Restate the data below word for word, and let no image into your version.

[[ DATA PROVIDED, beginning ]]

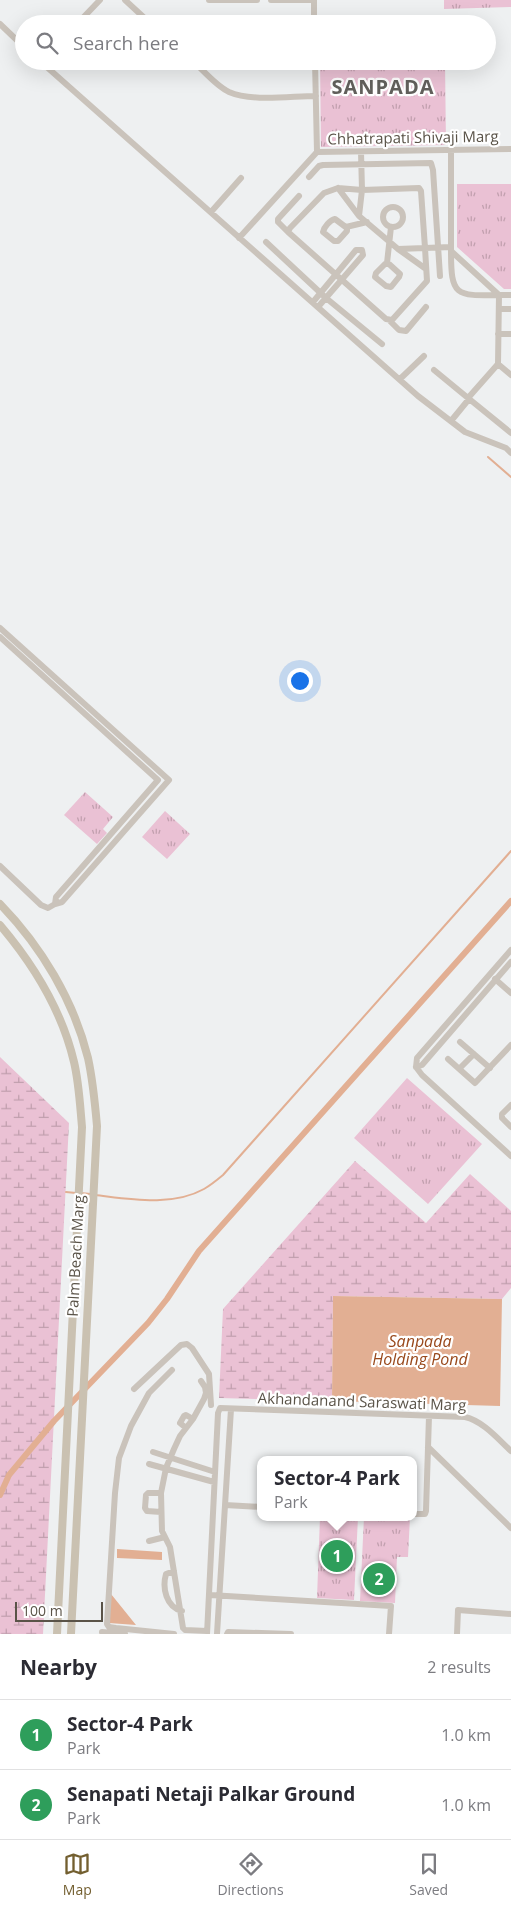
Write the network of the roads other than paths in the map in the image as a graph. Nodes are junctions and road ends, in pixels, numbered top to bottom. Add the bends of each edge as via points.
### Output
1 (100, 0) edge
2 (125, 0) edge
3 (209, 0) edge
4 (258, 0) edge
5 (271, 0) edge
6 (314, 0) edge
7 (86, 15) edge
8 (141, 15) edge
9 (314, 15) edge
10 (0, 24) edge
11 (15, 38) edge
12 (50, 70) edge
13 (203, 70) edge
14 (315, 70) edge
15 (316, 96) junction
16 (511, 149) edge
17 (451, 150) junction
18 (317, 152) junction
19 (361, 152) junction
20 (361, 164) junction
21 (309, 177) dead end
22 (241, 178) dead end
23 (338, 188) junction
24 (362, 190) junction
25 (299, 196) dead end
26 (211, 212) junction
27 (359, 216) junction
28 (383, 220) junction
29 (368, 223) junction
30 (346, 227) dead end
31 (391, 227) junction
32 (288, 232) junction
33 (240, 238) junction
34 (389, 241) junction
35 (266, 242) dead end
36 (425, 248) junction
37 (438, 248) junction
38 (451, 249) junction
39 (398, 250) junction
40 (387, 264) dead end
41 (426, 269) junction
42 (336, 274) junction
43 (440, 276) dead end
44 (343, 279) junction
45 (499, 295) junction
46 (511, 295) edge
47 (323, 296) junction
48 (315, 305) junction
49 (426, 307) dead end
50 (498, 309) junction
51 (511, 309) edge
52 (390, 320) junction
53 (498, 334) junction
54 (511, 334) edge
55 (382, 344) dead end
56 (424, 356) dead end
57 (498, 364) junction
58 (434, 370) dead end
59 (511, 375) edge
60 (400, 379) junction
61 (469, 398) junction
62 (451, 421) junction
63 (511, 433) edge
64 (511, 452) edge
65 (0, 628) edge
66 (0, 638) edge
67 (158, 780) junction
68 (169, 780) junction
69 (0, 866) edge
70 (0, 904) edge
71 (55, 904) junction
72 (0, 925) edge
73 (511, 950) edge
74 (511, 962) edge
75 (489, 974) junction
76 (496, 981) junction
77 (511, 993) edge
78 (460, 1042) dead end
79 (511, 1045) edge
80 (474, 1054) junction
81 (448, 1059) dead end
82 (416, 1067) junction
83 (490, 1068) junction
84 (459, 1069) junction
85 (511, 1105) edge
86 (511, 1127) edge
87 (511, 1156) edge
88 (172, 1370) dead end
89 (201, 1381) dead end
90 (134, 1389) dead end
91 (220, 1408) junction
92 (231, 1409) junction
93 (429, 1416) junction
94 (216, 1446) junction
95 (228, 1446) junction
96 (428, 1447) junction
97 (511, 1451) edge
98 (153, 1452) dead end
99 (170, 1458) junction
100 (149, 1464) dead end
101 (166, 1468) junction
102 (214, 1472) junction
103 (214, 1482) junction
104 (161, 1493) junction
105 (225, 1505) junction
106 (257, 1507) edge
107 (161, 1512) junction
108 (417, 1514) edge
109 (511, 1528) edge
110 (212, 1534) junction
111 (224, 1534) junction
112 (165, 1537) junction
113 (149, 1541) dead end
114 (212, 1563) junction
115 (222, 1564) junction
116 (174, 1571) junction
117 (210, 1595) junction
118 (220, 1596) junction
119 (182, 1612) junction
120 (511, 1614) edge
121 (102, 1632) dead end
122 (192, 1632) edge
123 (207, 1632) edge
124 (239, 1633) edge
125 (57, 1634) edge
126 (71, 1634) edge
127 (125, 1634) edge
128 (174, 1634) edge
129 (217, 1634) edge
130 (227, 1634) edge
131 (291, 1634) edge
132 (389, 1634) edge
133 (457, 1634) edge

1 - 7 street
2 - 8 street
3 - 4 street
5 - 6 street
6 - 9 street
10 - 11 street
12 - 26 street
13 - 15 street via 227,91 240,96
14 - 15 street, Chhatrapati Shivaji Marg
15 - 18 street, Chhatrapati Shivaji Marg
16 - 17 street, Chhatrapati Shivaji Marg
17 - 19 street, Chhatrapati Shivaji Marg
17 - 38 street
18 - 19 street, Chhatrapati Shivaji Marg
18 - 33 street
19 - 20 street
20 - 21 street via 319,166
20 - 24 street
20 - 37 street via 430,163 434,170
22 - 26 street
23 - 24 street
23 - 27 street
23 - 32 street via 324,193
24 - 27 street
24 - 36 street via 419,188
25 - 32 street via 278,219
26 - 33 street
27 - 29 street
28 - 29 street
28 - 31 street
28 - 31 street via 384,212 389,208 395,207 400,211 402,221
29 - 30 street
29 - 34 street
31 - 34 street
32 - 42 street
33 - 48 street
34 - 39 street
34 - 40 street
35 - 47 street
36 - 37 street
36 - 39 street
36 - 41 street
37 - 38 street
37 - 43 street
38 - 45 street
38 - 45 street via 453,285 459,292
39 - 41 street
41 - 52 street via 427,281
42 - 44 street
42 - 44 street via 356,250 362,250 363,255
42 - 47 street
44 - 47 street
44 - 52 street
45 - 46 street
45 - 50 street
47 - 48 street
47 - 55 street
48 - 60 street
49 - 52 street via 406,331 399,330
50 - 51 street
50 - 53 street
53 - 54 street
53 - 57 street
56 - 60 street
57 - 59 street
57 - 61 street
58 - 61 street
60 - 62 street
61 - 62 street
61 - 63 street
62 - 64 street via 465,432
65 - 68 street
66 - 67 street
67 - 68 street
67 - 71 street via 56,897
68 - 71 street via 62,902
69 - 71 street via 41,905 48,908
70 - 126 main road, Palm Beach Marg via 31,940 71,1009 87,1057 97,1126
72 - 125 main road, Palm Beach Marg via 20,948 58,1014 79,1089 82,1127
73 - 75 street
74 - 76 street
75 - 76 street
75 - 82 street via 418,1058
76 - 77 street
76 - 82 street via 422,1065
78 - 80 street
79 - 83 street
80 - 83 street
80 - 84 street
81 - 84 street
82 - 87 street
83 - 84 street via 475,1083
85 - 86 street via 502,1118
88 - 128 street via 149,1393 131,1426 119,1458 107,1624 109,1627
89 - 99 street via 206,1393
90 - 91 street, Akhandanand Saraswati Marg via 181,1345 187,1344 209,1374 208,1406
91 - 92 street, Akhandanand Saraswati Marg
91 - 94 street
92 - 93 street, Akhandanand Saraswati Marg
92 - 95 street
93 - 96 street
93 - 97 street, Akhandanand Saraswati Marg via 473,1419
94 - 95 street
94 - 102 street
95 - 105 street
96 - 108 street via 426,1511 425,1514
96 - 109 street
98 - 99 street
99 - 101 street
99 - 102 street
100 - 101 street
101 - 103 street
101 - 104 street
102 - 103 street
103 - 110 street
104 - 107 street
104 - 107 street via 148,1493 145,1508
105 - 106 street
105 - 111 street
107 - 112 street
110 - 111 street
110 - 114 street
111 - 115 street
112 - 113 street
112 - 116 street
114 - 115 street
114 - 117 street
115 - 118 street
116 - 119 street
116 - 119 street via 166,1574 166,1594 170,1605
117 - 118 street
117 - 123 street
118 - 129 street
118 - 132 street via 391,1606
119 - 122 street via 185,1630
120 - 133 street via 458,1610
121 - 127 street
122 - 123 street
124 - 130 street
124 - 131 street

[[ DATA PROVIDED, end ]]

EXERCISE OUTPUT:
Write the network of the roads other than paths in the map in the image as a graph. Nodes are junctions and road ends, in pixels, numbered top to bottom. Add the bends of each edge as via points.
### Output
1 (100, 0) edge
2 (125, 0) edge
3 (209, 0) edge
4 (258, 0) edge
5 (271, 0) edge
6 (314, 0) edge
7 (86, 15) edge
8 (141, 15) edge
9 (314, 15) edge
10 (0, 24) edge
11 (15, 38) edge
12 (50, 70) edge
13 (203, 70) edge
14 (315, 70) edge
15 (316, 96) junction
16 (511, 149) edge
17 (451, 150) junction
18 (317, 152) junction
19 (361, 152) junction
20 (361, 164) junction
21 (309, 177) dead end
22 (241, 178) dead end
23 (338, 188) junction
24 (362, 190) junction
25 (299, 196) dead end
26 (211, 212) junction
27 (359, 216) junction
28 (383, 220) junction
29 (368, 223) junction
30 (346, 227) dead end
31 (391, 227) junction
32 (288, 232) junction
33 (240, 238) junction
34 (389, 241) junction
35 (266, 242) dead end
36 (425, 248) junction
37 (438, 248) junction
38 (451, 249) junction
39 (398, 250) junction
40 (387, 264) dead end
41 (426, 269) junction
42 (336, 274) junction
43 (440, 276) dead end
44 (343, 279) junction
45 (499, 295) junction
46 (511, 295) edge
47 (323, 296) junction
48 (315, 305) junction
49 (426, 307) dead end
50 (498, 309) junction
51 (511, 309) edge
52 (390, 320) junction
53 (498, 334) junction
54 (511, 334) edge
55 (382, 344) dead end
56 (424, 356) dead end
57 (498, 364) junction
58 (434, 370) dead end
59 (511, 375) edge
60 (400, 379) junction
61 (469, 398) junction
62 (451, 421) junction
63 (511, 433) edge
64 (511, 452) edge
65 (0, 628) edge
66 (0, 638) edge
67 (158, 780) junction
68 (169, 780) junction
69 (0, 866) edge
70 (0, 904) edge
71 (55, 904) junction
72 (0, 925) edge
73 (511, 950) edge
74 (511, 962) edge
75 (489, 974) junction
76 (496, 981) junction
77 (511, 993) edge
78 (460, 1042) dead end
79 (511, 1045) edge
80 (474, 1054) junction
81 (448, 1059) dead end
82 (416, 1067) junction
83 (490, 1068) junction
84 (459, 1069) junction
85 (511, 1105) edge
86 (511, 1127) edge
87 (511, 1156) edge
88 (172, 1370) dead end
89 (201, 1381) dead end
90 (134, 1389) dead end
91 (220, 1408) junction
92 (231, 1409) junction
93 (429, 1416) junction
94 (216, 1446) junction
95 (228, 1446) junction
96 (428, 1447) junction
97 (511, 1451) edge
98 (153, 1452) dead end
99 (170, 1458) junction
100 (149, 1464) dead end
101 (166, 1468) junction
102 (214, 1472) junction
103 (214, 1482) junction
104 (161, 1493) junction
105 (225, 1505) junction
106 (257, 1507) edge
107 (161, 1512) junction
108 (417, 1514) edge
109 (511, 1528) edge
110 (212, 1534) junction
111 (224, 1534) junction
112 (165, 1537) junction
113 (149, 1541) dead end
114 (212, 1563) junction
115 (222, 1564) junction
116 (174, 1571) junction
117 (210, 1595) junction
118 (220, 1596) junction
119 (182, 1612) junction
120 (511, 1614) edge
121 (102, 1632) dead end
122 (192, 1632) edge
123 (207, 1632) edge
124 (239, 1633) edge
125 (57, 1634) edge
126 (71, 1634) edge
127 (125, 1634) edge
128 (174, 1634) edge
129 (217, 1634) edge
130 (227, 1634) edge
131 (291, 1634) edge
132 (389, 1634) edge
133 (457, 1634) edge

1 - 7 street
2 - 8 street
3 - 4 street
5 - 6 street
6 - 9 street
10 - 11 street
12 - 26 street
13 - 15 street via 227,91 240,96
14 - 15 street, Chhatrapati Shivaji Marg
15 - 18 street, Chhatrapati Shivaji Marg
16 - 17 street, Chhatrapati Shivaji Marg
17 - 19 street, Chhatrapati Shivaji Marg
17 - 38 street
18 - 19 street, Chhatrapati Shivaji Marg
18 - 33 street
19 - 20 street
20 - 21 street via 319,166
20 - 24 street
20 - 37 street via 430,163 434,170
22 - 26 street
23 - 24 street
23 - 27 street
23 - 32 street via 324,193
24 - 27 street
24 - 36 street via 419,188
25 - 32 street via 278,219
26 - 33 street
27 - 29 street
28 - 29 street
28 - 31 street
28 - 31 street via 384,212 389,208 395,207 400,211 402,221
29 - 30 street
29 - 34 street
31 - 34 street
32 - 42 street
33 - 48 street
34 - 39 street
34 - 40 street
35 - 47 street
36 - 37 street
36 - 39 street
36 - 41 street
37 - 38 street
37 - 43 street
38 - 45 street
38 - 45 street via 453,285 459,292
39 - 41 street
41 - 52 street via 427,281
42 - 44 street
42 - 44 street via 356,250 362,250 363,255
42 - 47 street
44 - 47 street
44 - 52 street
45 - 46 street
45 - 50 street
47 - 48 street
47 - 55 street
48 - 60 street
49 - 52 street via 406,331 399,330
50 - 51 street
50 - 53 street
53 - 54 street
53 - 57 street
56 - 60 street
57 - 59 street
57 - 61 street
58 - 61 street
60 - 62 street
61 - 62 street
61 - 63 street
62 - 64 street via 465,432
65 - 68 street
66 - 67 street
67 - 68 street
67 - 71 street via 56,897
68 - 71 street via 62,902
69 - 71 street via 41,905 48,908
70 - 126 main road, Palm Beach Marg via 31,940 71,1009 87,1057 97,1126
72 - 125 main road, Palm Beach Marg via 20,948 58,1014 79,1089 82,1127
73 - 75 street
74 - 76 street
75 - 76 street
75 - 82 street via 418,1058
76 - 77 street
76 - 82 street via 422,1065
78 - 80 street
79 - 83 street
80 - 83 street
80 - 84 street
81 - 84 street
82 - 87 street
83 - 84 street via 475,1083
85 - 86 street via 502,1118
88 - 128 street via 149,1393 131,1426 119,1458 107,1624 109,1627
89 - 99 street via 206,1393
90 - 91 street, Akhandanand Saraswati Marg via 181,1345 187,1344 209,1374 208,1406
91 - 92 street, Akhandanand Saraswati Marg
91 - 94 street
92 - 93 street, Akhandanand Saraswati Marg
92 - 95 street
93 - 96 street
93 - 97 street, Akhandanand Saraswati Marg via 473,1419
94 - 95 street
94 - 102 street
95 - 105 street
96 - 108 street via 426,1511 425,1514
96 - 109 street
98 - 99 street
99 - 101 street
99 - 102 street
100 - 101 street
101 - 103 street
101 - 104 street
102 - 103 street
103 - 110 street
104 - 107 street
104 - 107 street via 148,1493 145,1508
105 - 106 street
105 - 111 street
107 - 112 street
110 - 111 street
110 - 114 street
111 - 115 street
112 - 113 street
112 - 116 street
114 - 115 street
114 - 117 street
115 - 118 street
116 - 119 street
116 - 119 street via 166,1574 166,1594 170,1605
117 - 118 street
117 - 123 street
118 - 129 street
118 - 132 street via 391,1606
119 - 122 street via 185,1630
120 - 133 street via 458,1610
121 - 127 street
122 - 123 street
124 - 130 street
124 - 131 street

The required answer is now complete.